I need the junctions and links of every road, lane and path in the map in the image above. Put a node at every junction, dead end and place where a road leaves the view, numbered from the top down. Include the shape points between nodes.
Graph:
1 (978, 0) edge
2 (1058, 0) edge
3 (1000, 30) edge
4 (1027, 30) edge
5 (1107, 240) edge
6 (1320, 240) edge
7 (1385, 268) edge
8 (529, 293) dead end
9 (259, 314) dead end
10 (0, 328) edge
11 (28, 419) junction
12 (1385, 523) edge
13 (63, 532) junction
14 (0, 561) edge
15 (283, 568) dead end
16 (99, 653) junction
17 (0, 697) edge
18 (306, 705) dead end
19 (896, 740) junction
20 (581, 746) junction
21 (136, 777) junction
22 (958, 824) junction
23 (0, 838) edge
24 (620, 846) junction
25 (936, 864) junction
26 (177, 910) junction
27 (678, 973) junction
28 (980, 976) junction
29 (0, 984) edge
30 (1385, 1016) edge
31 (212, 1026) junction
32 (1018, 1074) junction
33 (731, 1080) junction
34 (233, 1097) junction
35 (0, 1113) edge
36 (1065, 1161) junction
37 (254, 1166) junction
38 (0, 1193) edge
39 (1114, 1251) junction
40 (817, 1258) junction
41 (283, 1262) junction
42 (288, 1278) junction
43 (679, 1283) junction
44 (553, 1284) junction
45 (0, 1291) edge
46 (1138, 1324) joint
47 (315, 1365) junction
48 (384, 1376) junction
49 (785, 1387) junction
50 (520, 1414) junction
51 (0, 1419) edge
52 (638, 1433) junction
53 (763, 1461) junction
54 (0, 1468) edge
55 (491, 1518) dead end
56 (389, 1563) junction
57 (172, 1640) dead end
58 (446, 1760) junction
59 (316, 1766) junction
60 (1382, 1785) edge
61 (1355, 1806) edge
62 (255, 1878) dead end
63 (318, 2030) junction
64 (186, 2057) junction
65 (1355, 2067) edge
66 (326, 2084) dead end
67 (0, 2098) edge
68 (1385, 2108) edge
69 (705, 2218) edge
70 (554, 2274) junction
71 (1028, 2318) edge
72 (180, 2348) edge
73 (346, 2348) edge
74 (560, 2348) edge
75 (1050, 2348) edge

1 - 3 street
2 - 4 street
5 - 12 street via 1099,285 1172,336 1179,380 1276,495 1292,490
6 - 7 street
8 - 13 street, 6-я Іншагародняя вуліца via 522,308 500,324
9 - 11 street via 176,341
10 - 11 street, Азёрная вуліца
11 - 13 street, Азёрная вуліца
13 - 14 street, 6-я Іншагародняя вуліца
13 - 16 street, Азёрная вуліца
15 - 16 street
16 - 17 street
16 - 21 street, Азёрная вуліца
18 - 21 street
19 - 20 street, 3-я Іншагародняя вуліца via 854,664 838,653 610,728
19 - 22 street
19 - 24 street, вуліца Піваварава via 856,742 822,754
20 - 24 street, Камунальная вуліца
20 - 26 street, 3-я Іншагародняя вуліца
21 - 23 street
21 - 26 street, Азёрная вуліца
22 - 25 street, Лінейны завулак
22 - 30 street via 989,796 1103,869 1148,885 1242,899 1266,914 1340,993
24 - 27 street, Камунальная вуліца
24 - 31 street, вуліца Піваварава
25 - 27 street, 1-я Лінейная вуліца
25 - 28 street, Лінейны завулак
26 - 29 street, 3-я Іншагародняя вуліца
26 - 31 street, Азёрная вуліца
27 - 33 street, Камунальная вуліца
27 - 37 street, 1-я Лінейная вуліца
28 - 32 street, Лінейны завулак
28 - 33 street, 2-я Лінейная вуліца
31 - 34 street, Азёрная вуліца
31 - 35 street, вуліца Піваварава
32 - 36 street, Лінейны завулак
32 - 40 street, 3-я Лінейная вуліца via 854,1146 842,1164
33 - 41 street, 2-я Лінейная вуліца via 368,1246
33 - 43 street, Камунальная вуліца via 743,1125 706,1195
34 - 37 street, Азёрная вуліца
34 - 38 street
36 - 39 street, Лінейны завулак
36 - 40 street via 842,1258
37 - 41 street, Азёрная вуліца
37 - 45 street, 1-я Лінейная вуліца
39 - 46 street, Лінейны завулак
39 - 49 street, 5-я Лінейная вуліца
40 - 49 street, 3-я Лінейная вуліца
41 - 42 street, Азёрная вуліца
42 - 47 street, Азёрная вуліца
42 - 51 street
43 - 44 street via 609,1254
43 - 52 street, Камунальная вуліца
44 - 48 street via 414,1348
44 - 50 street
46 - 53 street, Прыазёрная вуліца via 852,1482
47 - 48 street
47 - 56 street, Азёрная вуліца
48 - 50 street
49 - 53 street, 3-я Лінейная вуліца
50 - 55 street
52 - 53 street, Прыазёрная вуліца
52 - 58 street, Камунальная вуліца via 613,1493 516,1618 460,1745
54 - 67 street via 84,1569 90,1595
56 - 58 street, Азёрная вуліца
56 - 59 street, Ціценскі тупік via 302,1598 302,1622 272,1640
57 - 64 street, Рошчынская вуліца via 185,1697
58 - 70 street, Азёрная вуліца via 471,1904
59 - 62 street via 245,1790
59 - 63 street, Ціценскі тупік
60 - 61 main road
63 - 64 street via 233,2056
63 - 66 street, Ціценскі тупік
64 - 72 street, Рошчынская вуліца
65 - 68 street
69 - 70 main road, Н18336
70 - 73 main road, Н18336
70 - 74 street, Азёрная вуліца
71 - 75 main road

> [Required action]:
Where the string "Піваварава" shows up in the listing above, copy the line that holds it.

> [Task response]:
19 - 24 street, вуліца Піваварава via 856,742 822,754
24 - 31 street, вуліца Піваварава
31 - 35 street, вуліца Піваварава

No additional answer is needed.